Cube gears and heart gears, which first made a YouTube splash in 2008, have more recently been propagated by 3D-printing Thingiverse guys like emmett and faberdasher. And just when I think I'm getting my head around how they work, I come across "paradoxical gears:"
They're side by side, and yet they all turn in the same freaking direction. My brain almost broke looking at them. I figured that the guy who invented these surely used some sophisticated 3D software that artificially boosted his capabilities, like some engineering version of steroids. Then I found out it was patented way back in 1988 by a Renault engineer named Mercier.

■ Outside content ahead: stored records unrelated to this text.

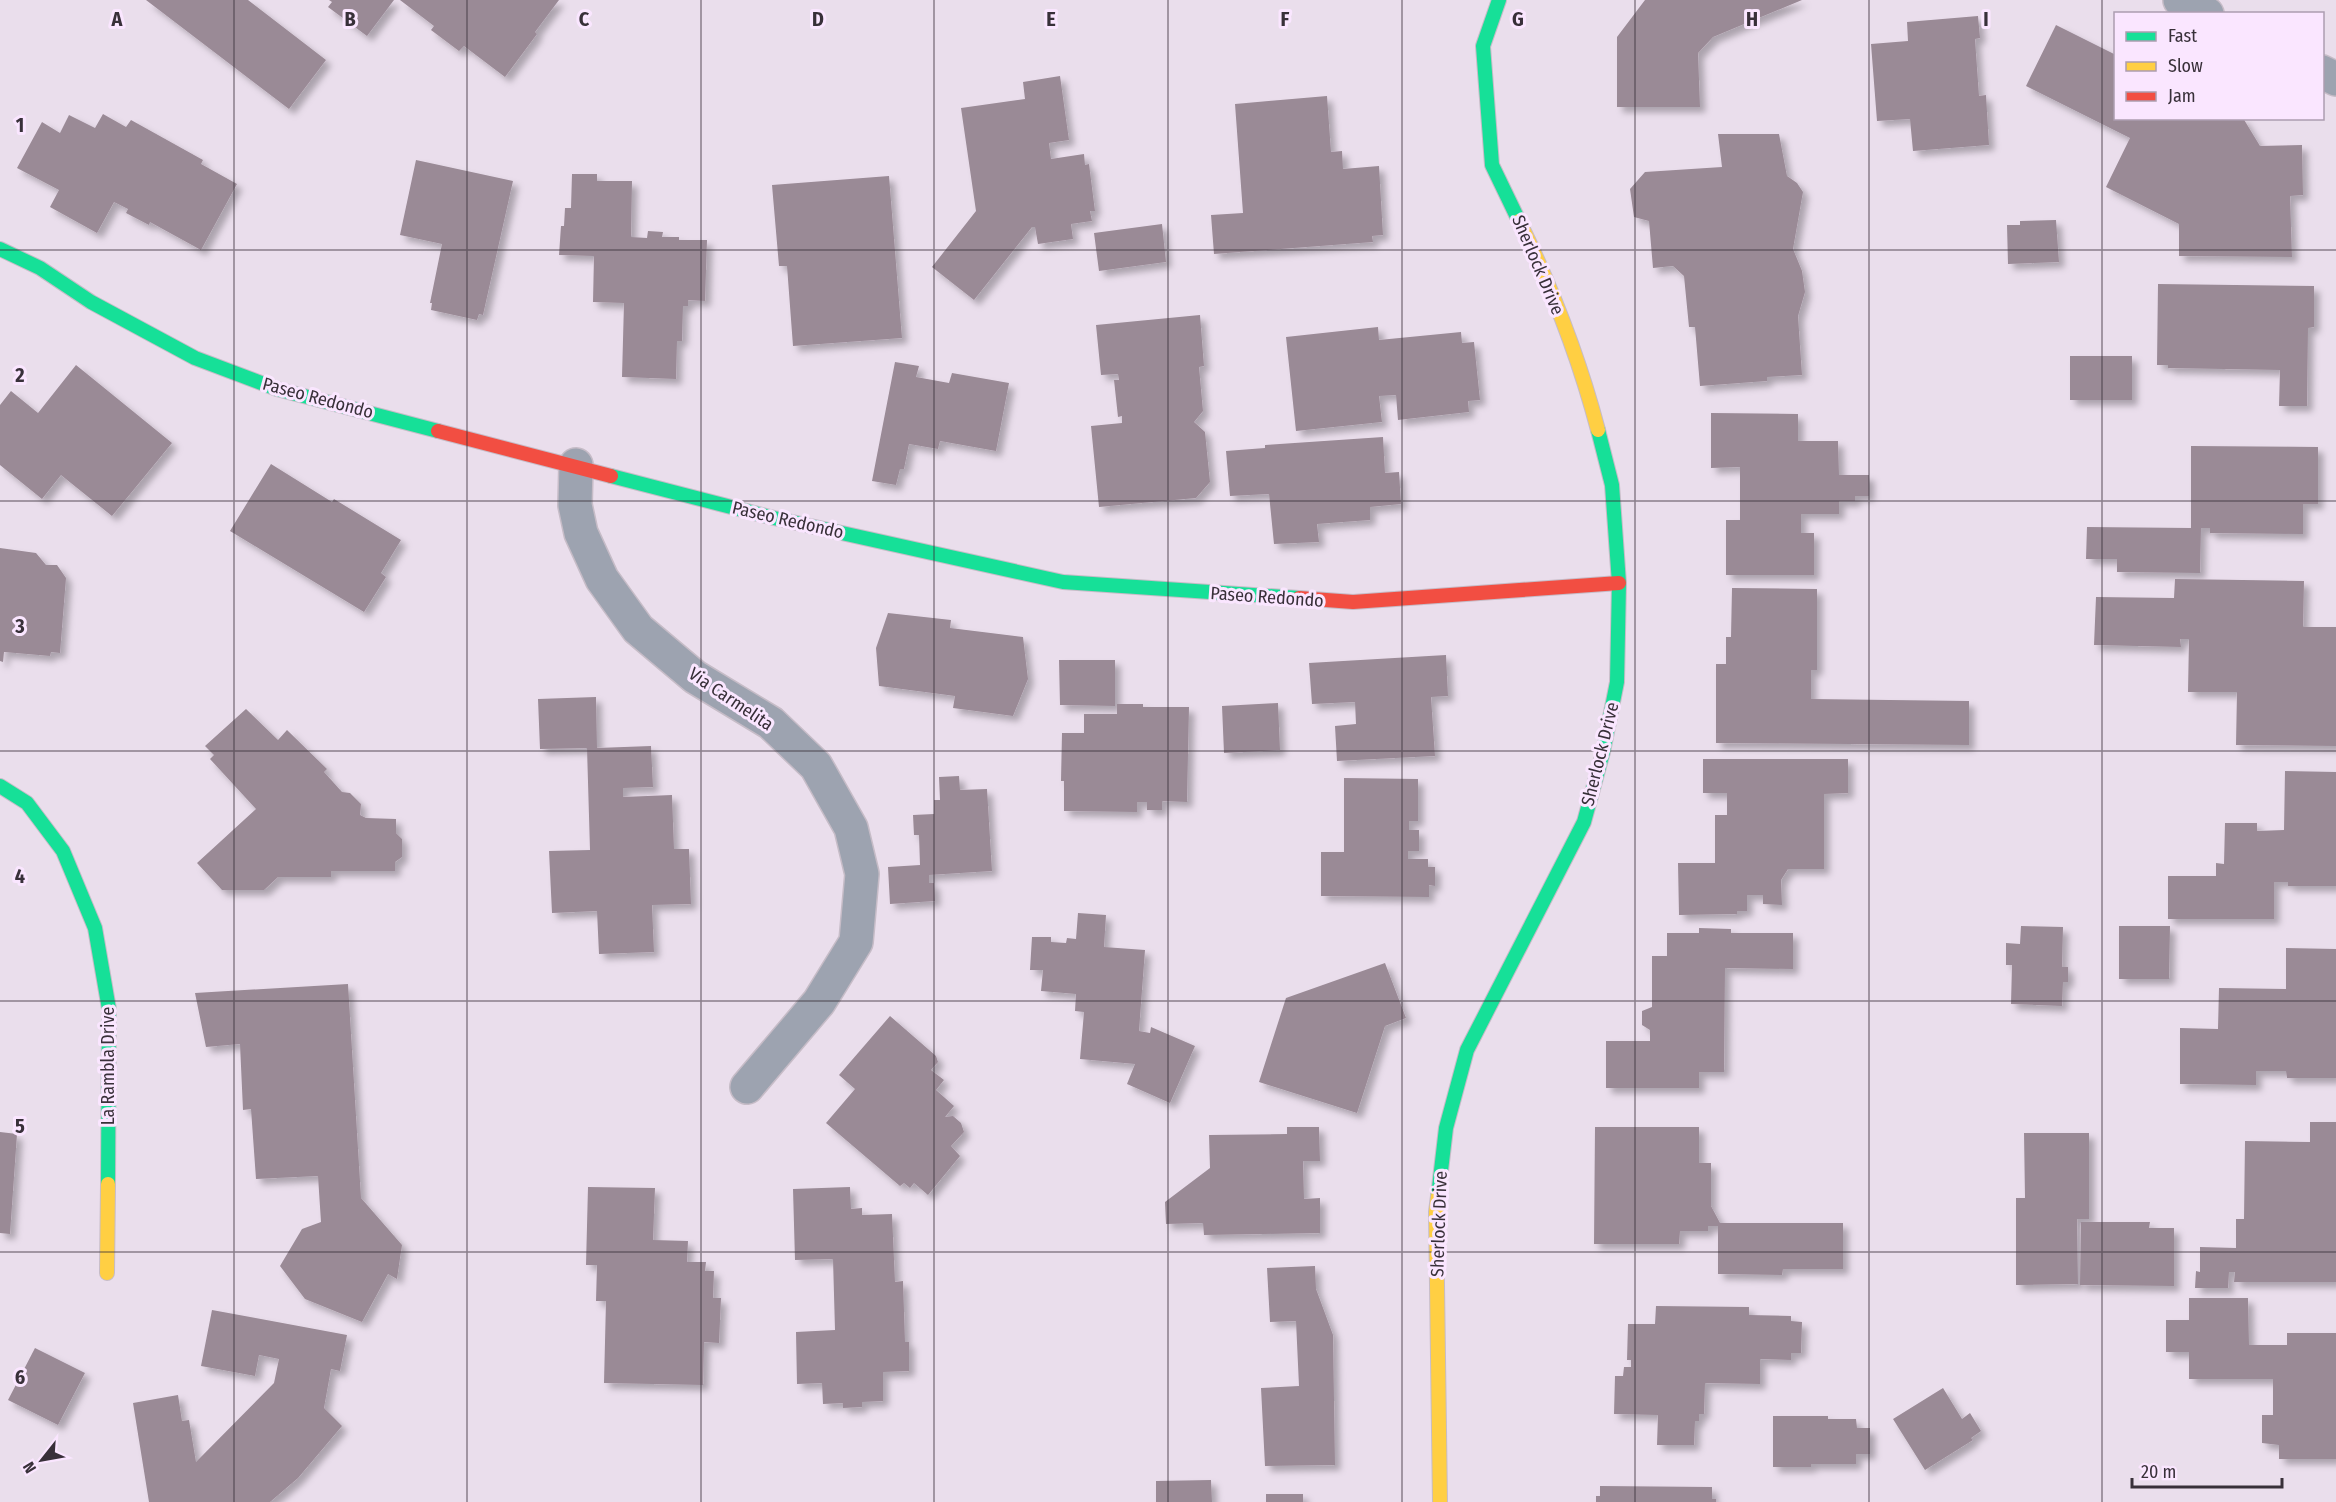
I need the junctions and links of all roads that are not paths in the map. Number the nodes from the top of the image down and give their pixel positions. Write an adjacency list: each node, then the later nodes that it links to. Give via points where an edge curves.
1 (1499, 0): 6 (street, Sherlock Drive, via 1483,46 1492,165 1531,245 1585,382 1612,485)
2 (2180, 0): 3 (street)
3 (2202, 12)
4 (0, 249): 5 (street, Paseo Redondo, via 195,358 277,389)
5 (576, 465): 6 (street, Paseo Redondo, via 774,518 1063,582 1353,602); 8 (street, Via Carmelita, via 575,505 581,534 602,579 638,629 695,677 771,723 816,765 851,828 862,874 856,942 819,1002)
6 (1619, 583): 10 (street, Sherlock Drive, via 1617,682 1584,822 1467,1050 1446,1128 1436,1212)
7 (0, 786): 9 (street, La Rambla Drive, via 27,803 63,851 95,928 109,1009)
8 (747, 1087)
9 (107, 1273)
10 (1440, 1502)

Not a lot of 3D workstations around back then (though it's possible).To make myself feel better, I dug up some videos of innovative gears that I actually can understand, as these operate in a more comprehensible two-dimensional way. Check out this gear system that changes speed:
Simple but clever. Along the same lines is this gear system that changes direction:
While I can't understand the in-video Mandarin commentary, I can understand the English comments written beneath the video. "How the f___ do you end up on videos like this?" writes one presumably bemused viewer. "I don't even remember why I came to YouTube."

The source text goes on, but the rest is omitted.